Hugo and Dana Adames own The Talent Factory in North and South Kingstown. The business holds singing, dancing, and acting classes for children and adults.
Earlier this week, the couple formed a group called the Rhode Island Performing Arts Association made up of studio owners, youth theaters, and instructors. As of Wednesday, nearly 100 people in the industry had joined.
“It’s a big community, the performing arts community, you know, with Rhode Island being the creative capital of the country. We just want to be a part of the conversation,” said Hugo Adames.
Adames said collectively, the industry has lost 60% of normal business. They’ve shifted to virtual classes, but he said it’s not the same.
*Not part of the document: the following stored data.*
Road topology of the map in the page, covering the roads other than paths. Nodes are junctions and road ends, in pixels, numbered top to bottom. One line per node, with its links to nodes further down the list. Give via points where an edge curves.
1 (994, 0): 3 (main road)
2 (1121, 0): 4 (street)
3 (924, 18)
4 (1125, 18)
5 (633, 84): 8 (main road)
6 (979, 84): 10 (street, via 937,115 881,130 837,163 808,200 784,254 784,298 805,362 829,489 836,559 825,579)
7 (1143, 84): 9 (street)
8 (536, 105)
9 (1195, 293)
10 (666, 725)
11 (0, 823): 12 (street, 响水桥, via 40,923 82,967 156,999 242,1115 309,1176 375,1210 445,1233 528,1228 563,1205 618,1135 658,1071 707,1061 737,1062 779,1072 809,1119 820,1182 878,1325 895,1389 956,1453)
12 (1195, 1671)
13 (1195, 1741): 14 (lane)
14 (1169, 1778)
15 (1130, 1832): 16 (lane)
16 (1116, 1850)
“It completely altered our business. We closed our doors on March 13th, since then we’ve moved on to Zoom classes which is a small bandaid on a large wound.”
Lieutenant Governor Dan McKee has been holding town halls for business owners, but Adames said it’s not enough, and his industry needs direct guidelines.
“We think that we should be included in some of the conversation and the help that’s given to some of these small businesses that are being allowed to open. We just don’t understand why we’re not.”
Adames said many studios already adhere to many of the COVID-19 safety guidelines, as studios are spaced out and frequently cleaned. He said they’re prepared to put new ones in place too, and should be allowed to reopen to in-person classes on June 1.
“Everything that’s being asked of businesses that are able to open, we can do, and for the most part have done even prior to being shut down. We take attendance, we’re not open to the public. This is a private business. We will be laying out a grid on the floor to keep people apart from each other.”
Governor Gina Raimondo, at Wednesday’s press conference, said performing arts businesses that hold summer camps would be allowed to do so this summer as long as they follow the guidelines on summer camps.
Raimondo said, when it comes to recitals at venues like PPAC and The Vets, the state is exploring how to safely social distance inside auditoriums in order to give those events the green light.